You ever notice how no one in movies just happens to be pregnant? It’s always part of the plot somehow; usually, it’s what the movie is about. If a woman is pregnant in a comedy, you can be fairly sure that there will be a near-birth in a taxi involved, no matter where the woman lives. (I can probably count the total number of taxi rides I’ve taken in my life on two hands.) If it’s a horror movie, that pregnancy is going to get tangled up in the horror somehow. If it’s a drama, the conflict is probably going to involve how her pregnancy influences the relationships around her. Even in the background, movies don’t tend to let women just be pregnant.
During the Code, that was pretty much literally true. Joe Breen had a Thing about pregnancy, just as he did about flushing toilets and babies wearing nothing over their diapers, and pregnancy got cut out of stories right and left. Rose-of-Sharon Joad doesn’t have her baby in The Grapes of Wrath, although that may well be to lighten the political message in the transition from book to film. Still, the closest most movie women got to pregnancy for decades was knitting booties at the end of the picture; the word was never spoken.
One of the only movies I can name where the main character is allowed to just be pregnant while getting on about the entire rest of the plot is Fargo. Marge Gunderson, as played by Frances McDormand, is completely matter-of-fact about her pregnancy (“carryin’ quite a load, here”), but aside from a near miss with nausea at one point, it doesn’t stop her from doing her job. (And Gods bless the Coens, incidentally, for showing nausea after the first trimester; I’ve read about women who only stopped having “morning sickness” when they went into labor.) She’s waddling her way through the case, but she solves it. Admittedly, she might have caught Jerry if she still could have run, but only maybe.

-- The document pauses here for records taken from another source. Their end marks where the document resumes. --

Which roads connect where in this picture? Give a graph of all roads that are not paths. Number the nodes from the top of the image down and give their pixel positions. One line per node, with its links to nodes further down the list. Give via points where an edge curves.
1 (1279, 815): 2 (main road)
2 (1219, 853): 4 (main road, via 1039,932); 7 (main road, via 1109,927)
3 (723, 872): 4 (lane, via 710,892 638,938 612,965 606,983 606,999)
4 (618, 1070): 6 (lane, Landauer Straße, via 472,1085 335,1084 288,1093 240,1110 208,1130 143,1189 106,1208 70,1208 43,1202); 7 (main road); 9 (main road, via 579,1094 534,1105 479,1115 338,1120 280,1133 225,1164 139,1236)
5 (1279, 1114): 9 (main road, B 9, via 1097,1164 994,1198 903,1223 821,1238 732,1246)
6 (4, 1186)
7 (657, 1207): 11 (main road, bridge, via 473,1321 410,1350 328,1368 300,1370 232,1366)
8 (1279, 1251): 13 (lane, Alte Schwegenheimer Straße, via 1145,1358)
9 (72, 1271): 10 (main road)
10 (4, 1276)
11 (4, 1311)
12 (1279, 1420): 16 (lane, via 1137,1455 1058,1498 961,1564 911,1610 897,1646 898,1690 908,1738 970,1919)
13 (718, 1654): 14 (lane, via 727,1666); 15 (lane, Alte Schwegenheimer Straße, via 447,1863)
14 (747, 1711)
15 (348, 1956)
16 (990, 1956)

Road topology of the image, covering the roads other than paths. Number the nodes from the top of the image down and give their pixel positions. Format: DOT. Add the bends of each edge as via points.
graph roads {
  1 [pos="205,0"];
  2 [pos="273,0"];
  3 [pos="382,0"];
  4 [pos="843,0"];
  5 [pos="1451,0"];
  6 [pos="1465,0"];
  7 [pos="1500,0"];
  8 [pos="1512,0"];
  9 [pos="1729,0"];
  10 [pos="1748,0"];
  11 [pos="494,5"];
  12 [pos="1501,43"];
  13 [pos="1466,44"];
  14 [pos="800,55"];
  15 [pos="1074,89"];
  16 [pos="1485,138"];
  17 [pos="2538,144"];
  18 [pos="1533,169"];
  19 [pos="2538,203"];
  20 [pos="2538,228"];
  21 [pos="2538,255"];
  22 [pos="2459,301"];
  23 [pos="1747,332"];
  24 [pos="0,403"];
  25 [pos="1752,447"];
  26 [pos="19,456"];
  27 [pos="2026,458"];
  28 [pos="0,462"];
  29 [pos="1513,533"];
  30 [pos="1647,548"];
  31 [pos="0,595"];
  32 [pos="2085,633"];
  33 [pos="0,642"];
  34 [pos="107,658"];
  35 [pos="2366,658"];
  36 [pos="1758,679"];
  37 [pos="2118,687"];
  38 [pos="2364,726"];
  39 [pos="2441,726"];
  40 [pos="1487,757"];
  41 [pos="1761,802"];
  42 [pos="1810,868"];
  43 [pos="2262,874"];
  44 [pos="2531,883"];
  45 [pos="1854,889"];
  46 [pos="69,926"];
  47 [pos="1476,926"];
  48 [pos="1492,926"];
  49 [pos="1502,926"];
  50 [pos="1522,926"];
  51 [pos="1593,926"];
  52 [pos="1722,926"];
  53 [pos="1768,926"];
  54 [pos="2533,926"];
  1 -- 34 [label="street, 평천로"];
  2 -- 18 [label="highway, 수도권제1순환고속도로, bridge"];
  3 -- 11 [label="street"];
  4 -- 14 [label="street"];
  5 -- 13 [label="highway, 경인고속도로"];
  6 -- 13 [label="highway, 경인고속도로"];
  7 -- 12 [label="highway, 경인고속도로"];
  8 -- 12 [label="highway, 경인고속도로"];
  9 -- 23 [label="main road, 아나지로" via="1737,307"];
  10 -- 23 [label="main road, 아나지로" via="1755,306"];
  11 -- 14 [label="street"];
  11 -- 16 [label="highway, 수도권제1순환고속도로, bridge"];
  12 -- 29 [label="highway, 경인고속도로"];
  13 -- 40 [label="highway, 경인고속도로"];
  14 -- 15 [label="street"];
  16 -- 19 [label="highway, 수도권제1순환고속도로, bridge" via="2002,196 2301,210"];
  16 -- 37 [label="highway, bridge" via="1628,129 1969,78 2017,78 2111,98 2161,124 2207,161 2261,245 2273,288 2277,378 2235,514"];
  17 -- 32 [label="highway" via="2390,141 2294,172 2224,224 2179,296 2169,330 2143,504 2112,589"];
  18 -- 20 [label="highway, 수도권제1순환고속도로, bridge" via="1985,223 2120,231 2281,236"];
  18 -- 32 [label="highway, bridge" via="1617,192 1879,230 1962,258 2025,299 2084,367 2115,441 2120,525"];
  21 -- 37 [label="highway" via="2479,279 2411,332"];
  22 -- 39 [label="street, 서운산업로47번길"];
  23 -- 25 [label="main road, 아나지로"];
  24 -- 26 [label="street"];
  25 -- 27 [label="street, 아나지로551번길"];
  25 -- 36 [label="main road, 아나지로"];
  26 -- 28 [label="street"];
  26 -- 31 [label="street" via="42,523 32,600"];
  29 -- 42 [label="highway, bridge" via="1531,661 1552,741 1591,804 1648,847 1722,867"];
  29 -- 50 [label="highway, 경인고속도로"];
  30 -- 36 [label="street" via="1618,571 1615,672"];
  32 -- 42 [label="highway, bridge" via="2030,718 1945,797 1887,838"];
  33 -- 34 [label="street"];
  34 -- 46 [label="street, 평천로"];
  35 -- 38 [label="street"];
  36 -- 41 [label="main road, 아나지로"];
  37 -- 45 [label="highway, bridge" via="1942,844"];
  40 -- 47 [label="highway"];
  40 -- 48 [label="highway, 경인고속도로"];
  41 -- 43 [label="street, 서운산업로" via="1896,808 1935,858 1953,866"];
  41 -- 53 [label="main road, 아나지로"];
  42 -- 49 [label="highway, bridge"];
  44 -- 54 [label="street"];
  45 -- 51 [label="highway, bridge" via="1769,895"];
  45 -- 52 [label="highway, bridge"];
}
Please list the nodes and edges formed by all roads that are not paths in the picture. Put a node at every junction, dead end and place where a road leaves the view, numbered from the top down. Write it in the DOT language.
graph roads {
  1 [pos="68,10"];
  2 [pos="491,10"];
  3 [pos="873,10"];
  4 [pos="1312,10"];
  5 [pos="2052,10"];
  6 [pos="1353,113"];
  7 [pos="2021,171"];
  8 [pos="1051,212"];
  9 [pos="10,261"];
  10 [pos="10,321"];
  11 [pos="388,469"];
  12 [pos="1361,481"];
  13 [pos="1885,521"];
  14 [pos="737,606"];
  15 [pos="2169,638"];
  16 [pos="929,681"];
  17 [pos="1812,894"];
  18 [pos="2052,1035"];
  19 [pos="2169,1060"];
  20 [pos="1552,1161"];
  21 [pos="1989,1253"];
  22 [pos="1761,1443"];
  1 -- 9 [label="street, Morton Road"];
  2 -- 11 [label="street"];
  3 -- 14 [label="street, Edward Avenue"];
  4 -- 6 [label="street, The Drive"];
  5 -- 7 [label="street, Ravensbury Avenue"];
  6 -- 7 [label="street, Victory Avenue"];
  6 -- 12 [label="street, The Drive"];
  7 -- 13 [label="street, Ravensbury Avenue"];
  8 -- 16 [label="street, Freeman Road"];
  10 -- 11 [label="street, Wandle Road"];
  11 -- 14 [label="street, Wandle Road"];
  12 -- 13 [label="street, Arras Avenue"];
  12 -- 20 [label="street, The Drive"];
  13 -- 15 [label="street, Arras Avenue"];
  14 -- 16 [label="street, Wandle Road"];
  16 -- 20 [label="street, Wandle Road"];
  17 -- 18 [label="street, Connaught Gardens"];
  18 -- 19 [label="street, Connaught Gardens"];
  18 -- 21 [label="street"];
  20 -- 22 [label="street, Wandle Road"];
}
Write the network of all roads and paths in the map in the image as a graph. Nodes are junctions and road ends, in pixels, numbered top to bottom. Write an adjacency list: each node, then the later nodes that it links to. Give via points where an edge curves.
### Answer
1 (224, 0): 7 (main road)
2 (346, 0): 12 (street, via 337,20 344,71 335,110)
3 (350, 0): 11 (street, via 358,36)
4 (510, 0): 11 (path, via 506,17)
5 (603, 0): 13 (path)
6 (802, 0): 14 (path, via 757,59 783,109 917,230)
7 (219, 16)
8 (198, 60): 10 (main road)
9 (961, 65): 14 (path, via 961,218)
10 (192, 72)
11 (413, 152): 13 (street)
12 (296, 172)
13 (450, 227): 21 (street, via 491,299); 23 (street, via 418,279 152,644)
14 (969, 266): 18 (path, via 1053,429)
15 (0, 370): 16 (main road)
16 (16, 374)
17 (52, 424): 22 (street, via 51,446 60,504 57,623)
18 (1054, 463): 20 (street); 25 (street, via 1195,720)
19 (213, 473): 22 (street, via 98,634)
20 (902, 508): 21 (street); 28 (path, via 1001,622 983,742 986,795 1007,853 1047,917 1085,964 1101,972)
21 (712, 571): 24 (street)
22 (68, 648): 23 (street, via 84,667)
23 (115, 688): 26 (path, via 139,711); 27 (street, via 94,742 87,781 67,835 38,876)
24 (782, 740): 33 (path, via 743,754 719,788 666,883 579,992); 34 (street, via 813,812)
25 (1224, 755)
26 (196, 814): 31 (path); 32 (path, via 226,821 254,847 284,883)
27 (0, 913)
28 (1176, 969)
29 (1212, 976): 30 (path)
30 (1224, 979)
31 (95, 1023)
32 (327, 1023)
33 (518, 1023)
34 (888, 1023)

This is all more to do with the visibility of women and women’s issues on screen. And, in a perverse way, illness—just as no one ever has a cough in the movies unless they’re going to die of it, no one is pregnant unless that’s what the movie is about. There are exceptions, but not a lot. Pregnancy is an abnormality. To the extent that it is, in Prometheus, possibly to buy a fancy medical bed at all that doesn’t know how to perform a c-section—or an abortion. Sure, the character who bought it is never going to need either, but why does the company sell systems like that? Is it really that expensive to program in gynecological and obstetrical care that you have to pay extra for one that can do it?
Sure, you see more pregnancies than periods; women don’t even seem to buy pads in movies, though they sure can have PMS in bad comedies. And I can imagine being an extra would be pretty grueling for a woman who was actually pregnant, and you probably wouldn’t keep one of those fake-pregnancy suits around just to make sure that you’ve got a pregnant woman in the background for realism. Then again, why not, especially in movies where characters are in elementary school or younger? There’s almost invariably at least one pregnant lady walking around parent-teacher night.
I don’t know; maybe it would be better if there were more women in film just in general. If fifty percent of the background characters were female, it would start being really obvious that none of them were ever pregnant, you’d hope. Still, a teacher of mine from high school once ruefully observed that the two most realistic births she’d ever seen on television were on Murphy Brown—and Quantum Leap. I’m tempted to ask, but I’m pretty sure she wouldn’t add many to the list, even today.